The federal upgrades must be in effect by July 26, 2010 to avoid penalties. The upgrades mean implementation of a tiered system of tracking offenders, with some offenders facing stricter reporting guidelines and harsher penalties for violations of the law. Not surprisingly, incarceration is the biggest threat law enforcement has to use against sex offenders; unsurprisingly, it’s the most expensive punishment available.

For many states, tracking the movements and locations of thousands of sex offenders is a budgetary burden they’re having trouble carrying in the midst of a historic recession. There are 700,000 convicted sex offenders currently registered in this country; another 100,000 are unregistered.

It’s not a simple or inexpensive task to keep tabs on this fast-growing segment of the criminal justice system.

A Look at Florida’s Sex Offender Registry

With more than 6,400 registered sexual predators and 38,000 registered offenders, Florida’s sex offender registry is one of the nation’s largest.

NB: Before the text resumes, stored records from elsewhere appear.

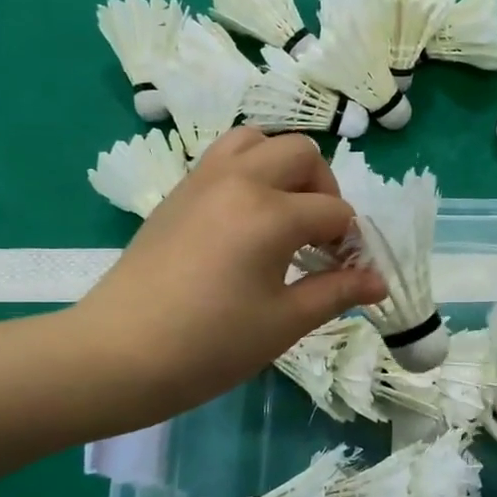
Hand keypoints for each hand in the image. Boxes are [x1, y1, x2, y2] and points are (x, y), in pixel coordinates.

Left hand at [66, 129, 384, 422]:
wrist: (118, 355)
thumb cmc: (210, 346)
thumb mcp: (284, 323)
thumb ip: (337, 292)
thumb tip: (379, 282)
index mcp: (271, 214)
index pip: (334, 212)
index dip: (350, 243)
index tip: (346, 274)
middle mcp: (240, 180)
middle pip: (302, 154)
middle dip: (324, 191)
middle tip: (318, 238)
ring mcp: (203, 180)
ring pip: (258, 140)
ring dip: (283, 168)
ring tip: (283, 215)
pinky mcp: (178, 192)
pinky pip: (223, 156)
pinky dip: (249, 171)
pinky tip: (247, 220)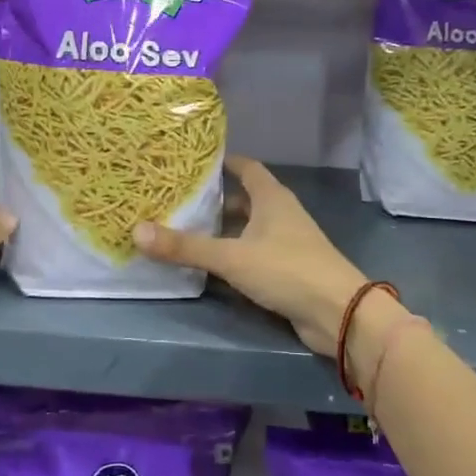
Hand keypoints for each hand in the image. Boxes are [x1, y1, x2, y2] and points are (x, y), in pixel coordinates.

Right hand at [134, 156, 369, 354]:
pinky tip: (211, 265)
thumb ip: (186, 247)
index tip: (193, 162)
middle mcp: (281, 214)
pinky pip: (254, 253)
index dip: (223, 162)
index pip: (247, 167)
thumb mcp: (231, 257)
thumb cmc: (287, 270)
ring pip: (249, 228)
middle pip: (245, 198)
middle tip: (179, 199)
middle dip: (215, 199)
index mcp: (272, 198)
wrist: (338, 313)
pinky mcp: (288, 270)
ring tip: (186, 230)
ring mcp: (287, 243)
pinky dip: (233, 254)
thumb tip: (136, 231)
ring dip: (224, 229)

In Florida, sex offenders must report their current address to local law enforcement (the address is then posted in the online sex registry, along with the offender’s photo) for 25 years after release from prison. Sexual predators (someone convicted of a qualifying first-degree felony sex offense) must register for life. The state also tracks juvenile sex offenders. All three groups must give law enforcement their e-mail addresses and instant messaging information as well.

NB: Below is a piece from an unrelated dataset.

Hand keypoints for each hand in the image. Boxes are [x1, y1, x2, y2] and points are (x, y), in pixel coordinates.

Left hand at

Whenever an offender or predator changes his or her address, the change must be reported to local authorities within 48 hours. State officials continuously update the sex offender registry.

Utah’s Sex Offender Registry

Utah’s sex offender registry is a uniform one; there are no tiered status levels as in Florida.

Utah sex offenders must register the following information with law enforcement authorities:

  • Names and aliases
  • Primary and secondary addresses
  • Physical description
  • Vehicles the offender owns or regularly drives
  • Current photograph
  • Set of fingerprints (if not already provided)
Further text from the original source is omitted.